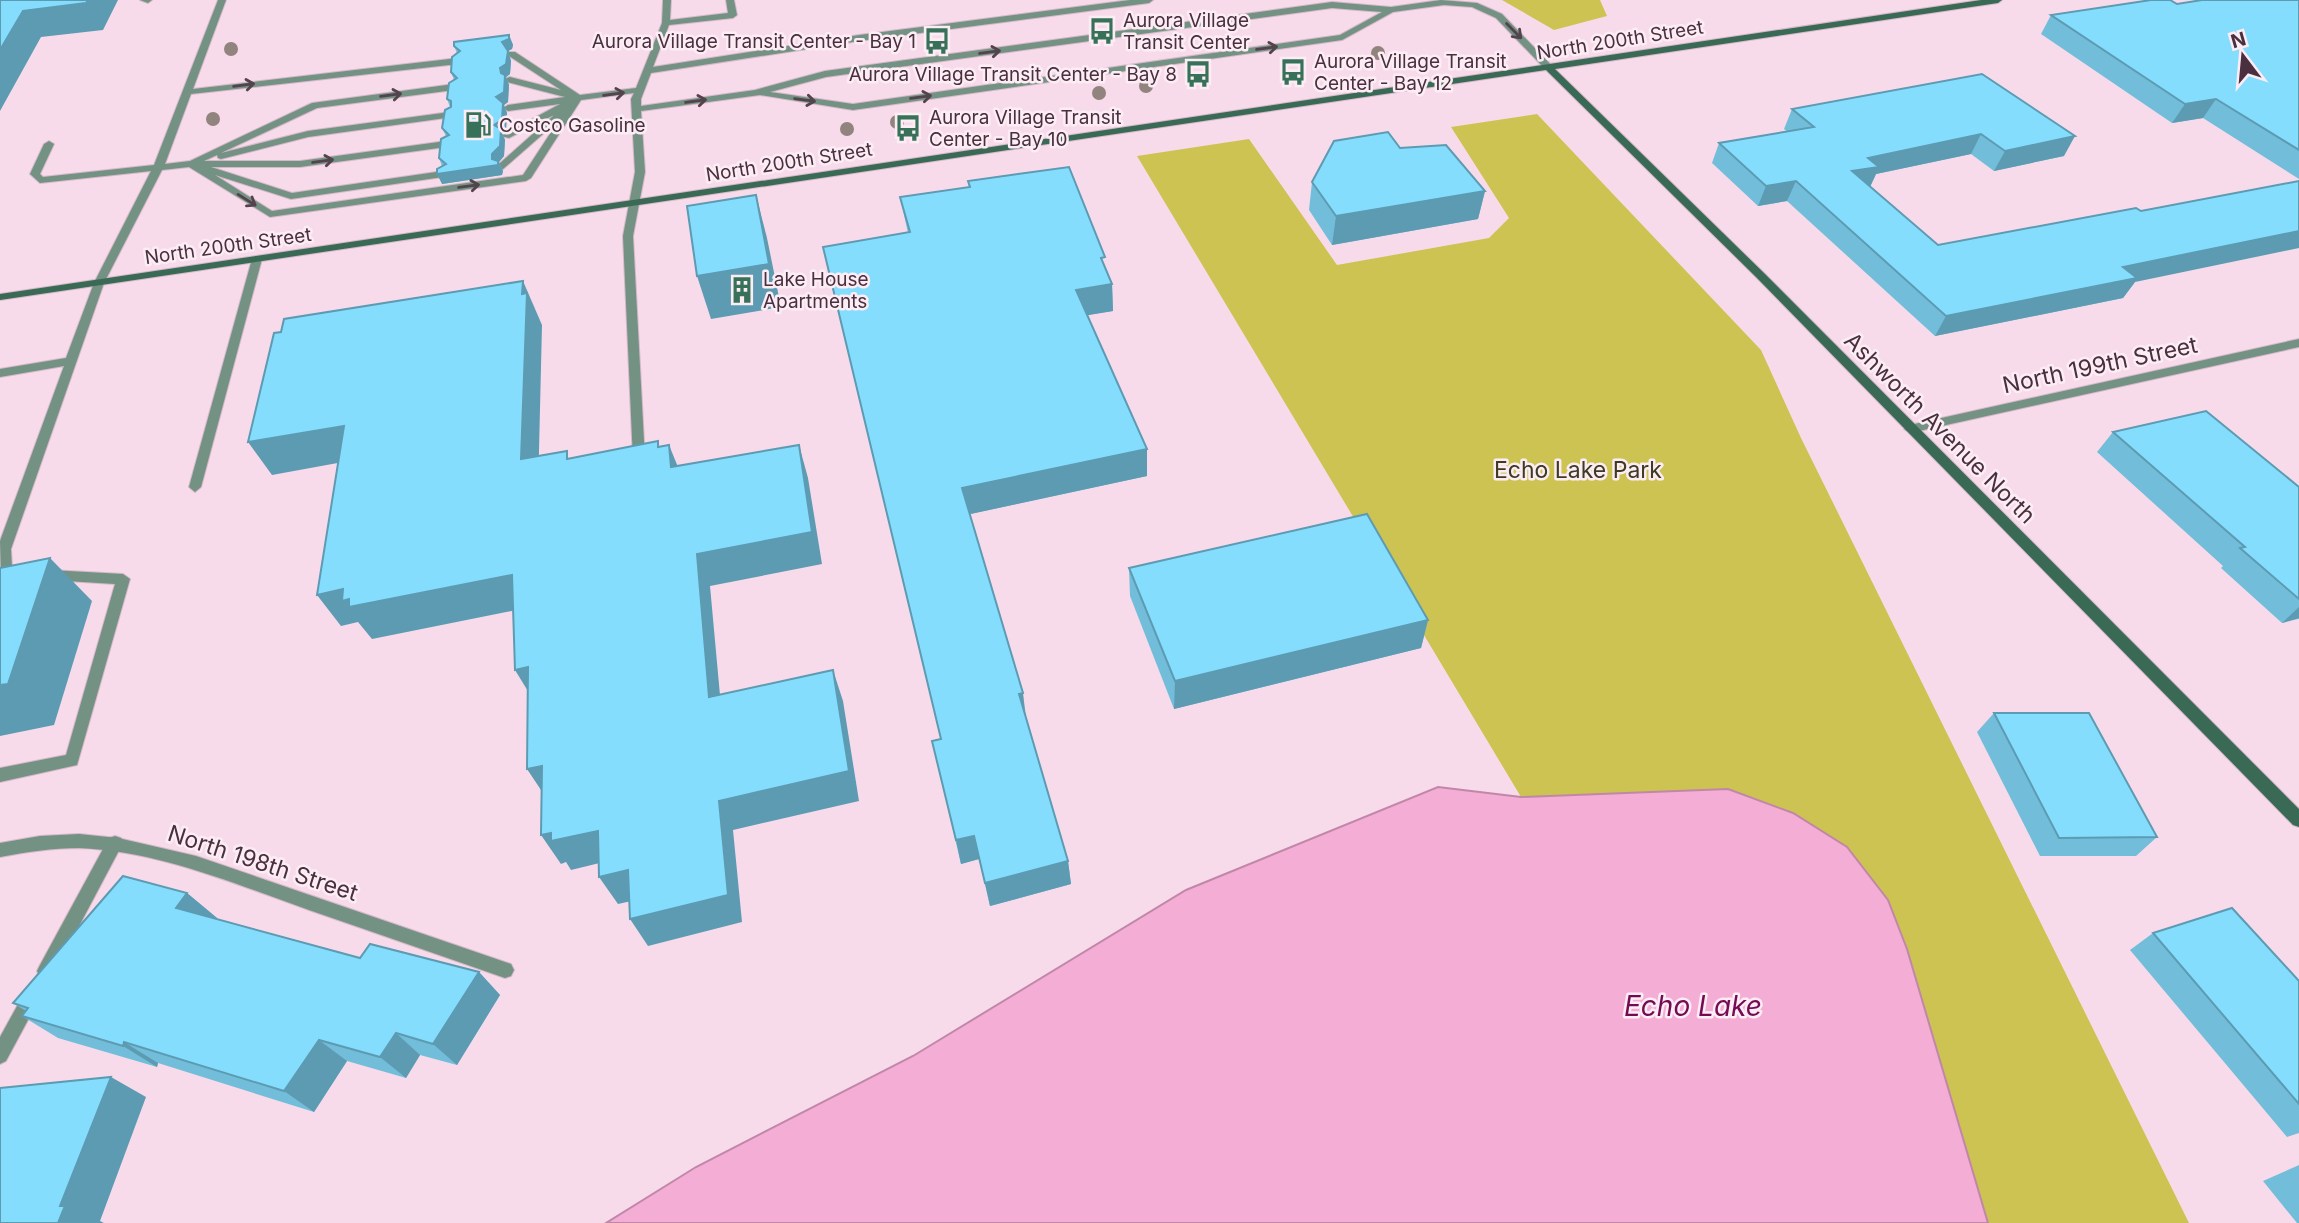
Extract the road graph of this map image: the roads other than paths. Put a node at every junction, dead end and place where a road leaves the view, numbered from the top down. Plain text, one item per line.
1 (222, 0) edge
2 (667, 0) edge
3 (730, 0) edge
4 (1149, 0) edge
5 (1998, 0) edge
6 (1429, 2) edge
7 (1391, 10) junction
8 (666, 23) junction
9 (512, 54) edge
10 (457, 61) edge
11 (1549, 68) junction
12 (647, 71) junction
13 (510, 80) dead end
14 (454, 87) edge
15 (639, 90) junction
16 (187, 92) junction
17 (756, 93) junction
18 (578, 98) junction
19 (508, 108) dead end
20 (637, 109) junction
21 (450, 115) edge
22 (506, 136) dead end
23 (50, 144) dead end
24 (446, 144) edge
25 (189, 164) junction
26 (503, 166) dead end
27 (158, 168) junction
28 (443, 174) edge
29 (635, 203) junction
30 (257, 259) junction
31 (99, 283) junction
32 (0, 297) edge
33 (2299, 343) edge
34 (69, 361) junction
35 (0, 373) edge
36 (1910, 429) junction
37 (639, 460) edge
38 (195, 487) dead end
39 (0, 775) edge
40 (2299, 820) edge
41 (115, 844) junction
42 (0, 850) edge
43 (505, 970) dead end
44 (0, 1055) edge

1 - 16 street
2 - 8 street
3 - 8 street
4 - 12 street
5 - 11 street, North 200th Street
6 - 7 street
6 -> 11 street
17 -> 7 street
17 -> 7 street
8 - 12 street
9 - 18 street
16 -> 10 street
11 - 29 street, North 200th Street
11 - 36 street, Ashworth Avenue North
12 - 15 street
13 - 18 street
25 -> 14 street
18 -> 15 street
15 - 20 street
16 - 27 street
20 -> 17 street
18 - 19 street
18 - 22 street
25 -> 18 street
18 - 26 street
20 - 29 street
21 - 25 street
23 - 27 street
25 -> 24 street
25 - 27 street
25 - 28 street
27 - 31 street
29 - 30 street, North 200th Street
29 - 37 street
30 - 31 street, North 200th Street
30 - 38 street
31 - 32 street, North 200th Street
31 - 34 street
33 - 36 street, North 199th Street
34 - 35 street
34 - 39 street
36 - 40 street, Ashworth Avenue North
41 - 42 street, North 198th Street
41 - 43 street, North 198th Street
41 - 44 street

→ **TASK ITEM**:
Copy out, from the material above, each line in which the string "dead" is found.

→ **SOLUTION FOR THIS PROBLEM**:
Extract the road graph of this map image: the roads other than paths. Put a node at every junction, dead end and place where a road leaves the view, numbered from the top down. Plain text, one item per line.
13 (510, 80) dead end
19 (508, 108) dead end
22 (506, 136) dead end
23 (50, 144) dead end
26 (503, 166) dead end
38 (195, 487) dead end
43 (505, 970) dead end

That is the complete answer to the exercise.